● **TASK PROMPT**
Go through the records and report each line holding the string "Worthington".

==== GIVEN ENTRIES ====

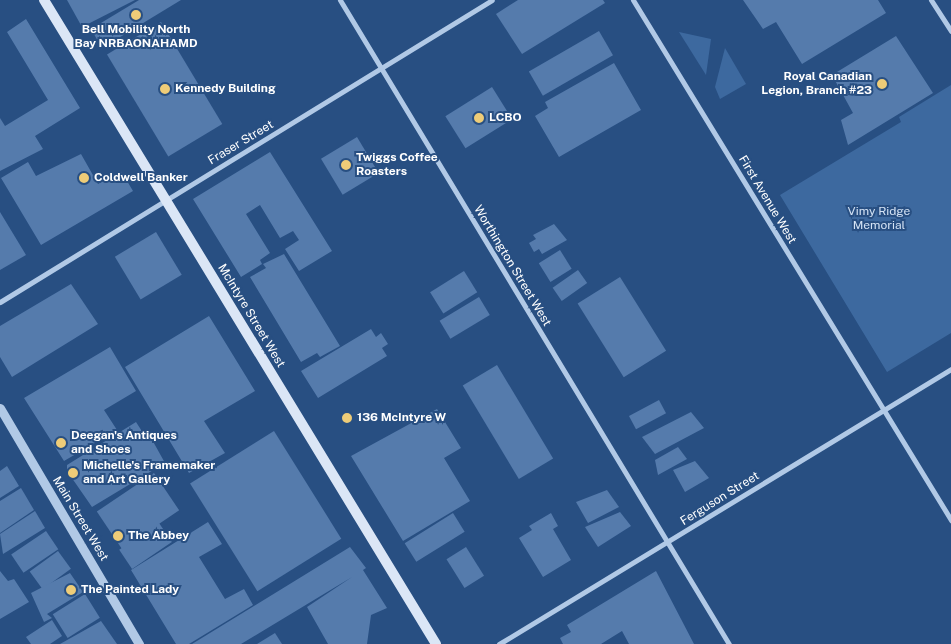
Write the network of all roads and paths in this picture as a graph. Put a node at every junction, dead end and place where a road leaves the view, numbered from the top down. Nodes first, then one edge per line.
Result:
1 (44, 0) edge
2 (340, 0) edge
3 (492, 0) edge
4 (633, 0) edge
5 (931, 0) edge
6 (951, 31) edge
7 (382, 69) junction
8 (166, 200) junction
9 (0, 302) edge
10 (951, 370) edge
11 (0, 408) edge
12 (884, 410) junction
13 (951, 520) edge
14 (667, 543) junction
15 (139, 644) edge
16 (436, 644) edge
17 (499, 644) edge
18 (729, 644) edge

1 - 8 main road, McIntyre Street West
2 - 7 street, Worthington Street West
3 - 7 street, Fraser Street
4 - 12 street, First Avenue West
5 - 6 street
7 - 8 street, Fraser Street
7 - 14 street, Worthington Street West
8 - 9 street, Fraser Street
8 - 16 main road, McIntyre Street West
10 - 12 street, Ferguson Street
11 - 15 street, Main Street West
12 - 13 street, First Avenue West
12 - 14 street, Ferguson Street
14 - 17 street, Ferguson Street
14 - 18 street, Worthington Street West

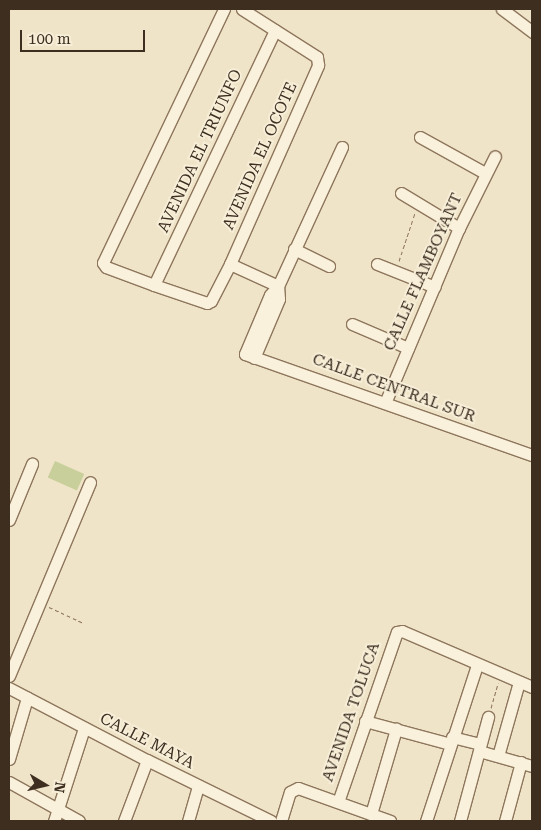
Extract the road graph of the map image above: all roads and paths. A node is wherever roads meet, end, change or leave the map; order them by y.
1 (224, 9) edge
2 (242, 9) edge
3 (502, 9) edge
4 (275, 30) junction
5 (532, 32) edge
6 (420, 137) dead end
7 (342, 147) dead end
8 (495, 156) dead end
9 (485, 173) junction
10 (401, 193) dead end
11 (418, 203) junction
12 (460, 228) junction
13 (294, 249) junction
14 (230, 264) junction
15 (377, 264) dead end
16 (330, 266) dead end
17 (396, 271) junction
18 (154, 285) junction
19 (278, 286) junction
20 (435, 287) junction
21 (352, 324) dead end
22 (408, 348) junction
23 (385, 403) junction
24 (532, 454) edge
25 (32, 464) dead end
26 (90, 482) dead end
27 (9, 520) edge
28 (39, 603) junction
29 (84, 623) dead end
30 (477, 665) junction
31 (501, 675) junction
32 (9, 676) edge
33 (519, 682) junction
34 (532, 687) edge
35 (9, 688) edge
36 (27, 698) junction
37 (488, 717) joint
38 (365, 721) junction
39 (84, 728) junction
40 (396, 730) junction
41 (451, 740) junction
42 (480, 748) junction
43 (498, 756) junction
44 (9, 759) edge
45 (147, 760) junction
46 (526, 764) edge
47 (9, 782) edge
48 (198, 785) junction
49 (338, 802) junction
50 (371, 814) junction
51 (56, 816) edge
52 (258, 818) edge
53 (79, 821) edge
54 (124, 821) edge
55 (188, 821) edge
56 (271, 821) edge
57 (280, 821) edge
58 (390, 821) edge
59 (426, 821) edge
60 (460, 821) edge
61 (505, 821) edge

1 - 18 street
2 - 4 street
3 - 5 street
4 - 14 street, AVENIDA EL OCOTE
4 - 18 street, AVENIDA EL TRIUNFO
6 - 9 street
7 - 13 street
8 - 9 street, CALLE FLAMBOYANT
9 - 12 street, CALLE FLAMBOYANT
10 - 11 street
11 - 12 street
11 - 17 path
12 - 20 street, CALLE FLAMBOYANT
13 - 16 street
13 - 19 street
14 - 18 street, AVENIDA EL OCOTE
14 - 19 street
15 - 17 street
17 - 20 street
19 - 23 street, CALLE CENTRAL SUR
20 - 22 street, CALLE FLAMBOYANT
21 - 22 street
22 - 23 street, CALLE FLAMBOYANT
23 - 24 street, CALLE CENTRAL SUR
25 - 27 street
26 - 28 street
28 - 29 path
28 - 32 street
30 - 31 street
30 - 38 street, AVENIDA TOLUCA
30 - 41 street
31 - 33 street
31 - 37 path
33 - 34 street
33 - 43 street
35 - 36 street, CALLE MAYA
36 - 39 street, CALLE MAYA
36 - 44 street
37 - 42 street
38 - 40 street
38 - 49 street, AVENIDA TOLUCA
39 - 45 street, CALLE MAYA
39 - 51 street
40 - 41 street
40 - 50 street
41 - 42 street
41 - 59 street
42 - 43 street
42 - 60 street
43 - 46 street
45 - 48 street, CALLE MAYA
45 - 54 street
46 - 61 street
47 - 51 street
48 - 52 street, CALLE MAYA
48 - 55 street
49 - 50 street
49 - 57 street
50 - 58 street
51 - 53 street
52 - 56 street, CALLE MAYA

====

● **EXERCISE OUTPUT**
2 - 7 street, Worthington Street West
7 - 14 street, Worthington Street West
14 - 18 street, Worthington Street West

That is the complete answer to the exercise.